We assessed the effects of multiple confounders on the association of mAge acceleration and mortality in SCZ. Owing to our study design, the age at sampling was similar for all subject groups, apart from the control-died group, who were older. However, there was evidence of residual age confounding by the change in the hazard ratio following the removal of older individuals (>65 years at sampling) from the control-died group during the sensitivity analyses. We also assessed the effects of acute illness on mAge acceleration by removing individuals who died within the first two years of sampling and the findings did not change. Removing individuals with a lifetime treatment contact for a serious cancer revealed a significant finding for the Hannum estimator, although this finding requires follow up in a larger cohort of individuals with SCZ and without cancer. This finding highlights the importance of having age-matched controls and excluding individuals with pre-existing cancer in investigating the association of mAge acceleration and mortality.
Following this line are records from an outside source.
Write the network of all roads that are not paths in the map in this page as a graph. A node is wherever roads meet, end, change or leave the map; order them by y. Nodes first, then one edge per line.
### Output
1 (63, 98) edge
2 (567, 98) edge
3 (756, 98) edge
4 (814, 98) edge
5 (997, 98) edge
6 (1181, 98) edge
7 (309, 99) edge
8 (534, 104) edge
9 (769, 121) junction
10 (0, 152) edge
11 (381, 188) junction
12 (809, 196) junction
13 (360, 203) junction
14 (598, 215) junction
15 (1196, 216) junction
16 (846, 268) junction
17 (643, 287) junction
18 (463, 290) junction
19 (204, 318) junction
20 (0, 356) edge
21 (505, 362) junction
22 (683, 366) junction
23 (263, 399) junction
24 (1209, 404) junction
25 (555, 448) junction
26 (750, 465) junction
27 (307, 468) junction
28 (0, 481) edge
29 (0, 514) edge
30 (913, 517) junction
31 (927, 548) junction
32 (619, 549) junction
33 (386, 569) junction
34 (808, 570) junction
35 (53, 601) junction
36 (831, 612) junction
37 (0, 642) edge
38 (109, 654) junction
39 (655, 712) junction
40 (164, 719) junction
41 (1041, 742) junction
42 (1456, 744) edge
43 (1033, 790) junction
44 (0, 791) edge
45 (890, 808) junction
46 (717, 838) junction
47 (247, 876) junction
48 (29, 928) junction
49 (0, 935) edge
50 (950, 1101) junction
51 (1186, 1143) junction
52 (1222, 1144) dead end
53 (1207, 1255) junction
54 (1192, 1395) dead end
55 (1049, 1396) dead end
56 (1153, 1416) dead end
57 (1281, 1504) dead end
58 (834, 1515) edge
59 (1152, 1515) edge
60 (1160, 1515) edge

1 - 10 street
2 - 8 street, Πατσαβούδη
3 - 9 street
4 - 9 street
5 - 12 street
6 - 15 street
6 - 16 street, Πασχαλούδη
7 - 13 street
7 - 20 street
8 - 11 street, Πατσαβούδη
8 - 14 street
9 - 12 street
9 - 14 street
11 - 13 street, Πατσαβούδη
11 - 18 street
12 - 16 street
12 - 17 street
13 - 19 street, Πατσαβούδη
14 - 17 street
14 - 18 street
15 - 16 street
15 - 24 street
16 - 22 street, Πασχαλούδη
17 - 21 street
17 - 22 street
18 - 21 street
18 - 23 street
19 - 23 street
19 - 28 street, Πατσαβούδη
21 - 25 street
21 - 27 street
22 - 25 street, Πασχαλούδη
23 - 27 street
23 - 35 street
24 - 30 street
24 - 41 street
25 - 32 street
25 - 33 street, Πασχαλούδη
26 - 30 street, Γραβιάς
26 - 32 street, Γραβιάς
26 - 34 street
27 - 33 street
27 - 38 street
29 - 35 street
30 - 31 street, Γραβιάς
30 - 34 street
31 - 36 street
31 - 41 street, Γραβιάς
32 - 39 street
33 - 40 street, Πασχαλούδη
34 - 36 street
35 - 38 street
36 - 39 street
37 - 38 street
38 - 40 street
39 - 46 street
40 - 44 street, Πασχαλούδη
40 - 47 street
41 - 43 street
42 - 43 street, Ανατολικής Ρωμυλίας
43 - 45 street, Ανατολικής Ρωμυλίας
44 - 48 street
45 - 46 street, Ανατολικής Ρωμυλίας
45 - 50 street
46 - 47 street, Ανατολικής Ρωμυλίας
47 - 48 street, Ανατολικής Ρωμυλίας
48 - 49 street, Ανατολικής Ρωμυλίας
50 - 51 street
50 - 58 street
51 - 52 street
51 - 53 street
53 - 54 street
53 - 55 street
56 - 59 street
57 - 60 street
Our study had multiple strengths. We selected all subjects to be of a similar age at sampling to reduce confounding and we performed sensitivity analyses to exclude the possibility that individuals who were older at the time of sampling had influenced the results. The ability to ascertain the actual cause of death is a strength as it meant we were able to exclude subjects who died from external causes, as these would be less likely to be affected by mAge acceleration. Rather than employing logistic regression to assess the association between mAge acceleration and mortality in SCZ, our primary analyses involved a Cox proportional hazards regression model, which was able to assess simultaneously the effect of mAge acceleration on mortality and varying lengths of follow-up between subjects. Further, we employed multiple mAge estimators, including Hannum, which was developed for the same sample type used here (adult blood samples)6. A limitation of our study included an inability to assess the influence of additional confounders on the association of mAge acceleration and mortality, such as the use of valproic acid37, or patient characteristics, such as body mass index38.

In conclusion, in a sample of SCZ cases and controls with considerable follow-up, we found no evidence to suggest that mAge acceleration was associated with mortality. However, future studies in this area may consider investigating mAge acceleration in SCZ patient subsets without cancer or including longitudinal measurements of blood in SCZ to determine whether mAge acceleration changes over time39. Additionally, the advent of the single cell technologies may reveal a relationship between mAge acceleration and SCZ mortality by elucidating the individual cell type contributing to aging, tissue repair, or tissue rejuvenation in SCZ40.